COP 26 which was scheduled to be held in Glasgow, UK in November 2020 has been rescheduled to November 2021 by the UNFCCC. Nations were due to submit their new or updated national climate plans, the NDCs. 195 countries had agreed in the 2015 Paris Agreement to keep global temperatures "well below" 2 degree celsius above the pre-industrial times and "endeavour to limit" them to 1.5 degree celsius. While many industrialised nations are yet to adopt concrete steps in this direction, few other countries are paying little heed to the scientific evidences of deteriorating GHG emission situation. The industrialised nations' commitment to pay US$ 100 billion a year by 2020 to the developing countries has not been implemented. In addition to the power utilities and fossil fuel producers, the agriculture, transportation and consumer goods producers also need to reduce GHG emission under the new initiatives like Climate Action 100 +, Science Based Target (SBT) etc. Guidelines and Rule Books under Article 6 of the Paris Agreement will have to be finalised in the next COP 26. Some developed countries are even reluctant to be held responsible for climate-related damages and oppose the payment of compensation to the poor countries under "loss and damage" mechanism. Under the SBT, 686 of the world's largest companies have agreed in principle to reduce carbon emissions. CEOs of 75 American Companies as well as the American Federation of Labour and Congress of Industrial Organisations (AFL-CIO) representing 12.5 million workers have requested the US government not to withdraw from the Paris Agreement. Countries that have "committed" or "intend" to reduce their carbon emissions to net zero by 2050 now account for some two-fifths of global GDP.

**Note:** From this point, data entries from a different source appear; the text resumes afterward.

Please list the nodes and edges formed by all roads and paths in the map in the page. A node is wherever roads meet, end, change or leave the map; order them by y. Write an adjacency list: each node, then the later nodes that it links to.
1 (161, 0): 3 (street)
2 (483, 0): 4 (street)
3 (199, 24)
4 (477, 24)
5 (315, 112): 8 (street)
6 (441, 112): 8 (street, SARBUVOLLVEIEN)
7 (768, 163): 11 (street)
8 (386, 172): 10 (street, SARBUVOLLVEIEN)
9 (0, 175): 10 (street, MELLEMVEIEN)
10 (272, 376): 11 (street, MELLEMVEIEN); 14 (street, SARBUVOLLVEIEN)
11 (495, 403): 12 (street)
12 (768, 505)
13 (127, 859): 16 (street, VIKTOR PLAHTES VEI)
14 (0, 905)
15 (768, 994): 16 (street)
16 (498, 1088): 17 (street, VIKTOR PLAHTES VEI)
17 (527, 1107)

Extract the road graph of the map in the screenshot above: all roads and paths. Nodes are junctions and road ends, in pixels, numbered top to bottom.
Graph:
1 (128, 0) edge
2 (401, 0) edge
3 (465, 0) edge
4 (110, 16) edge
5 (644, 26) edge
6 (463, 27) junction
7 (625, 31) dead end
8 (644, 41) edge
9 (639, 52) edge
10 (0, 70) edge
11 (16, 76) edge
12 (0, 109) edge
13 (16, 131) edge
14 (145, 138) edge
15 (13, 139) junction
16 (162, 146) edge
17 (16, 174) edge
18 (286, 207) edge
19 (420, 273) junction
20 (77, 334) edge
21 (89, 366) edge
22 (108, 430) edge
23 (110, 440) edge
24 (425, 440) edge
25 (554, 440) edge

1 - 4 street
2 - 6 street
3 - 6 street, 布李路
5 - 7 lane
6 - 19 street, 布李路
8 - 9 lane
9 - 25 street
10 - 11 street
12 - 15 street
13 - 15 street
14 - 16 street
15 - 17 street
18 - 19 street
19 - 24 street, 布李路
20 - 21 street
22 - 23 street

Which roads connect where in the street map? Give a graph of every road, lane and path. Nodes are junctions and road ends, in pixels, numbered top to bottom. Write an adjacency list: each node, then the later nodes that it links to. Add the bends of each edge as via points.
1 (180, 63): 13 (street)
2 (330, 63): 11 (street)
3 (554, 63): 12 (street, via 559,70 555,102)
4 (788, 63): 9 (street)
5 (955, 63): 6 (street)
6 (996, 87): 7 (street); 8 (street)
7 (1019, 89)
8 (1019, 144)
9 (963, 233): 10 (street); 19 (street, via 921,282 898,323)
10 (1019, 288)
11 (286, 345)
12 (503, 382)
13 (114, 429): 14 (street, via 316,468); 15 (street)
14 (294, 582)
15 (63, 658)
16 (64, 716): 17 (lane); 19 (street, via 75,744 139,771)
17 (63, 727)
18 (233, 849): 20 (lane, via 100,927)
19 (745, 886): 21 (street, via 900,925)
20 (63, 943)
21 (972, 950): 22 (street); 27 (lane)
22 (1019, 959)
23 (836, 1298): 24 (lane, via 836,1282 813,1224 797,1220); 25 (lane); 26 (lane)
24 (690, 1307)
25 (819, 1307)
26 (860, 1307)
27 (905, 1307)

The EU-China Summit due in Leipzig in September 2020 will have to confirm their commitment to 50-50 per cent GHG reduction by 2030. Global Stocktaking in 2030 will monitor progress of such reductions. International pressure from the "Fridays 4 Future" (Unite behind the Science) and the Intergovernmental Panel on Climate Change (IPCC) for science based evidence is now acknowledged by most countries in spite of resistance from Brazil, Argentina, Saudi Arabia etc. A newly formed "Santiago Network" commits to lead more campaign to realise loss and damage. The vague mandate for use of Green Climate Fund for loss and damage purposes needs to be rectified. The polarisation between the fossil resistance fighters and the progressives as manifested in COP 25 will presumably intensify under the Saudi G20 Presidency and the American G7 Presidency. In view of those intricacies, intensive climate diplomacy needs to be pursued by Bangladesh to coordinate among different stakeholders, global groups, UN Climate Secretariat etc., to mobilise support for our adaptation and L&D moves. We have to intensify our internal preparations for COP 26 in view of the fact that major reshuffle has been made recently in the top bureaucracy of the Ministry of Environment, Forest and Climate Changes. Climate experts who have been attending COP meetings and contributing significantly for the last few years can help towards our official preparations. Intricate climate negotiations must be appropriately handled by Bangladesh at COP 26 next year to protect our interest.

Md. Abdul Karim  is a former Principal Secretary to the Prime Minister.